Property and equipment

50,224

Operating lease right of use assets

352,906

Other assets

326,249

Total assets acquired

48,337,788

Accounts payable

(204,794)

Accrued expenses and other current liabilities

(5,155,363)

Operating lease obligations

(352,906)

Deferred income tax liability

(3,073,000)

Total liabilities assumed

(8,786,063)

Net assets acquired and liabilities assumed

39,551,725

Goodwill

3,301,960

Total purchase consideration

$

42,853,685

The above allocation of the purchase price is based upon certain preliminary valuations and other analyses that have not been finalized as of the date of this filing. Any changes in the estimated fair values of the purchase consideration and of the net assets recorded for this business combination upon the finalization of more detailed analyses of the facts and circumstances that existed at the date of the transaction may change the amount and allocation of the purchase price. As such, the allocations for this transaction are preliminary estimates including deferred taxes, which may be subject to change within the measurement period.

During the three months ended September 30, 2022 the Company recognized a measurement period adjustment as a result of a change in forecast that related to the estimate of acquired assets resulting in a $1.5 million decrease in intangible assets, a $0.3 million decrease in the deferred tax liability and a $1.2 million decrease in goodwill. There were no other measurement period adjustments during the year.

In connection with the acquisition, the Company incurred one-time expenses consisting primarily of legal fees, accounting fees and consultant fees. For the year ended December 31, 2022, the Company incurred approximately $0.6 million of acquisition costs related to the Elusys transaction, which are included in general and administrative expenses in the consolidated statements of operations.

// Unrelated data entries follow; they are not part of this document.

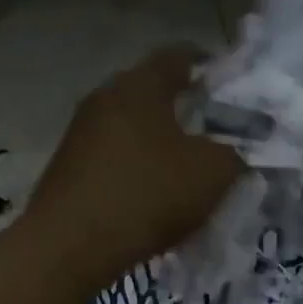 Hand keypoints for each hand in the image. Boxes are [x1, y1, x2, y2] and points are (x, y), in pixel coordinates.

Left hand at [23, 45, 243, 296]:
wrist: (69, 246)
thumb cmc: (147, 195)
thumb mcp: (212, 174)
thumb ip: (234, 155)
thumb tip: (234, 154)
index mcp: (140, 84)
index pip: (180, 56)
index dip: (210, 68)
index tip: (231, 88)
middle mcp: (104, 98)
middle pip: (152, 95)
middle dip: (184, 114)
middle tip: (214, 138)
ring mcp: (80, 135)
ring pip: (131, 131)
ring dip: (158, 147)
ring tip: (184, 175)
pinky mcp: (67, 170)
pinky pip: (113, 162)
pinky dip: (135, 174)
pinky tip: (150, 201)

The revenue and net loss from the Elusys acquisition are included within the net loss from discontinued operations before income taxes line item in the consolidated statements of operations and comprehensive loss. See Note 18.  Upon achievement of the next milestone payment event, contingent consideration of $5.4 million is expected to be paid to Elusys’ shareholders by June 30, 2023.  

Unaudited pro forma financial information has been omitted because the Elusys operations are reflected as a discontinued operation.